Laboratories are ranked according to their value, which is measured in two ways. First there is Total Value, which measures everything in the lab taken together. Second, there is Unused Value, which measures the the objects which the magic user can still learn from.

For storage, every 500 silver pieces worth of lab value requires 10′ of square space to store. Objects that are appropriate for a magical lab must be discovered through play. If sold, lab items are worth 1/2 their value on the open market.

Unused Value can be spent in place of the time normally required to craft a new spell. It costs 500 sp of unused magical laboratory value to combine words into a new spell, which the referee will present at the next session as usual. Though, if the Magic User decides to go on a spending spree and produce a dozen new spells in a single session, the referee is well within their rights to say they’ll deliver the new spells in installments. A player expecting more than two or three new spells a week is being excessive.

This is a useful change for two reasons. First, my intent was for the player to be able to make a new spell pretty much every game session. But in practice, my players often end In Media Res three, four, or even five times in a row. I can’t reasonably allow the Magic User to craft a new spell while they’re in the middle of a combat, and as a result, Magic Users get frustrated. They wind up with ever-lengthening queues of spells they’re waiting to craft. That’s not inherently a bad thing, but it can reach a point of excess. Hopefully, this will alleviate that.

Second, this will allow higher level magic users to spend a little more time pursuing goals other than crafting new spells. Stuff like training skills, or casting longer ritual spells. They can diversify their interests a little bit without feeling like they’re wasting time that would be better spent on their wizard duties.

Once unused value is spent it’s subtracted from the unused value. However, it remains in the Total Value.

The Total Value of a magic user’s lab is a measure of cosmic prestige.
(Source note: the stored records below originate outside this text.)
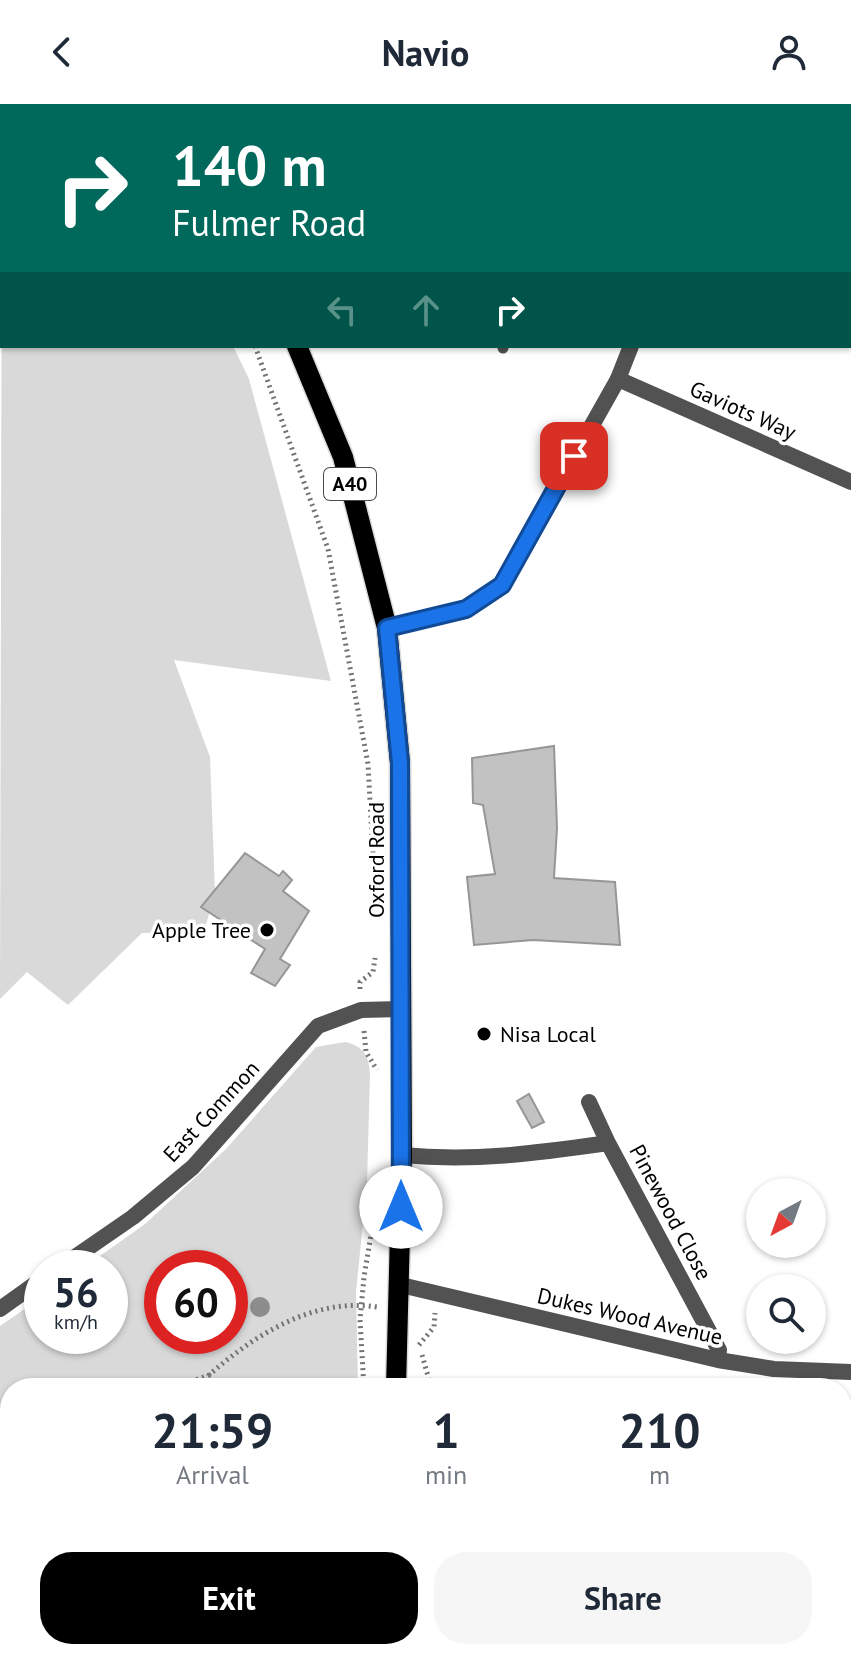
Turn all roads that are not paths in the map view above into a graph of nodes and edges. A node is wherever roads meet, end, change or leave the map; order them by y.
1 (298, 348) edge
2 (630, 348) edge
3 (618, 379) junction
4 (851, 482) edge
5 (387, 628) junction
6 (401, 1009) junction
7 (589, 1102) dead end
8 (608, 1143) junction
9 (402, 1155) junction
10 (85, 1250) edge
11 (401, 1285) junction
12 (24, 1292) edge
13 (0, 1309) edge
14 (718, 1360) junction
15 (851, 1372) edge
16 (396, 1378) edge

1 - 5 main road, Oxford Road / A40
2 - 3 street
3 - 4 street, Gaviots Way
3 - 5 street
5 - 6 main road, Oxford Road / A40
6 - 9 main road, Oxford Road / A40
6 - 10 street, East Common
7 - 8 street
8 - 9 street, Pinewood Close
8 - 14 street, Pinewood Close
9 - 11 main road, Oxford Road / A40
11 - 14 street, Dukes Wood Avenue
11 - 16 main road, Oxford Road / A40
12 - 13 street
14 - 15 street, Dukes Wood Avenue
Magicians hoard the mystic oddments they discover, show them off to their friends, and brag about them to their enemies. The acquisition and display of magical novelties is the primary social lubricant of the wizardly caste.

A wizard who is high level, but lacks a princely collection of curios, will be looked down upon. They’re like a wealthy merchant without a noble pedigree. A creature to be dismissed in public, and only dealt with in dark rooms where no one can see your shame. On the inverse, a wizard of low level with an excessive wealth of curios is likely to be robbed and murdered in a trounce.
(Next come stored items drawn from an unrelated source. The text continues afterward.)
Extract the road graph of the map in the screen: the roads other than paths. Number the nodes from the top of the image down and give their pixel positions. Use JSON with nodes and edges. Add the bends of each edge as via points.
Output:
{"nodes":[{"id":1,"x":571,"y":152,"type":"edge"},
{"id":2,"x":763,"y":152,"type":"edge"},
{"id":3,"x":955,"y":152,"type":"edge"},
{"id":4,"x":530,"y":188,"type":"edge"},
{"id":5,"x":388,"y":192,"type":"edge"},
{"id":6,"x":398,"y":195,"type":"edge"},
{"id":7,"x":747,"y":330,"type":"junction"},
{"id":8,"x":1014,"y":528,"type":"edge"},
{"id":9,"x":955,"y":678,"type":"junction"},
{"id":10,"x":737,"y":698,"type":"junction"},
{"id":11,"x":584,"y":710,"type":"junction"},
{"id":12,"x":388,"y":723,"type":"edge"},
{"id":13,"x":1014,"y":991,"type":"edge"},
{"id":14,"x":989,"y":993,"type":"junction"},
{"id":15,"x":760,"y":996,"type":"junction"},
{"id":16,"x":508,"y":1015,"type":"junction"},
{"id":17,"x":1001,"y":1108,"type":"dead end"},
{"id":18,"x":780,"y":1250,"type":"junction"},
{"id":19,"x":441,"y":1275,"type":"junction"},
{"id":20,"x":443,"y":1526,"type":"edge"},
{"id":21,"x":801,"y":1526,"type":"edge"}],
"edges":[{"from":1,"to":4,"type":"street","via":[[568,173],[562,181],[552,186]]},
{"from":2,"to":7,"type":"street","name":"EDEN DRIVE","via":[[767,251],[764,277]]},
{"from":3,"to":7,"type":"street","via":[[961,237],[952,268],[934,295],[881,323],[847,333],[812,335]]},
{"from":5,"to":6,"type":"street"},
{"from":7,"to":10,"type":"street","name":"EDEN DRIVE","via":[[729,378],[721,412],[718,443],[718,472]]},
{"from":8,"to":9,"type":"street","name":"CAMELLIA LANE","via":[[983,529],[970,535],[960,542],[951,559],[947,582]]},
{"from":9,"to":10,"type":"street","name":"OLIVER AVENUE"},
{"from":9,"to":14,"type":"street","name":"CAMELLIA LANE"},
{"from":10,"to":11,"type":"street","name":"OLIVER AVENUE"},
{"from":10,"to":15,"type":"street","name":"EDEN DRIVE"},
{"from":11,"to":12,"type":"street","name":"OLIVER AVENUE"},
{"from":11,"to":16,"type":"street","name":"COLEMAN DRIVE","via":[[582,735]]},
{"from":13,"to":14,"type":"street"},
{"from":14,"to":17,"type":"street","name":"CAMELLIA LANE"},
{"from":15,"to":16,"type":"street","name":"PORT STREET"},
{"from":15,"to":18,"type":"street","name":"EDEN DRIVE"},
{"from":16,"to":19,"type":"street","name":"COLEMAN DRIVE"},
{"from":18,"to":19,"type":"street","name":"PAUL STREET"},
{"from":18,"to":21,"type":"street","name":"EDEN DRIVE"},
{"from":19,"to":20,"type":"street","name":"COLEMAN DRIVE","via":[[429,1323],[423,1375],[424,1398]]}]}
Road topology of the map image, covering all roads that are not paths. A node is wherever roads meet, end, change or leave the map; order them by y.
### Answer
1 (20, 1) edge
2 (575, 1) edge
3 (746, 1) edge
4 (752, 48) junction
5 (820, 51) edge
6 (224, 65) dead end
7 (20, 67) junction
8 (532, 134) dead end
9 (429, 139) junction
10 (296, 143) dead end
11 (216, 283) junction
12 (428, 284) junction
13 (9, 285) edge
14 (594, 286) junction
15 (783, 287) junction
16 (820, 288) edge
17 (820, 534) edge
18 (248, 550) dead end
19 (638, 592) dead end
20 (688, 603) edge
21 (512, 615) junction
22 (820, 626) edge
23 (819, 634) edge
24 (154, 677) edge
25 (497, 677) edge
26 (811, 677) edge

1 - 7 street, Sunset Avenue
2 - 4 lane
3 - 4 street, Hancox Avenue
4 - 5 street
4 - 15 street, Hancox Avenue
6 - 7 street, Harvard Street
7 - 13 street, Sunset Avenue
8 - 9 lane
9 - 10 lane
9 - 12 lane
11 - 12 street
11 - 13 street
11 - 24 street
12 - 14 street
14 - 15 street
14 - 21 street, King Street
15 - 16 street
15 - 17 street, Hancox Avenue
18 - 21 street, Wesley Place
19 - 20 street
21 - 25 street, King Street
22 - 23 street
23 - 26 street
And wizards are not the only folks who take notice of fine collections of magica obscura. There are things which move beside us. Things for whom most of us are beneath notice. But a fine magical collection may draw their attention for a time. Players should track the Total Value of their labs according to the Specialist’s experience table. Each time their lab “levels up,” it has drawn the attention of a thing beyond the experience of mortal things. Roll 1d20 to determine what creature is drawn forth from the dark beyond:

  1. Sandestine – Incorporeal creatures of impossible swiftness. Only their faint outlines are visible to humans, and they do not require any sustenance or sleep, though they do feel boredom acutely. Sandestines are keen observers, highly valued as spies or sentries.

    Some insignificant bauble from the laboratory has caught their eye, and seems infinitely important to them. In exchange for 1d6 money worth of the lab’s Total Value, the Sandestine will bind itself to perform a single task for the magic user. Sandestines are notably poor negotiators, so the blank check of “a single task,” may be abused by clever magic users. Though there is nothing quite so unreliable as a bored Sandestine.

     

  2. Ajuaba – A creature of spheres, lights, and wafting silks. It has come to the wizard because it has a problem it believes the wizard can help with. The Ajuaba knows too much. It knows everything there is to know in the cosmos, so long as that thing is not a closely protected secret. The excess of knowledge weighs heavily upon the creature’s mind. It will plead of the Wizard: ask it a question. Once it has shared what it knows, it can finally forget, and its burdens will be slightly eased.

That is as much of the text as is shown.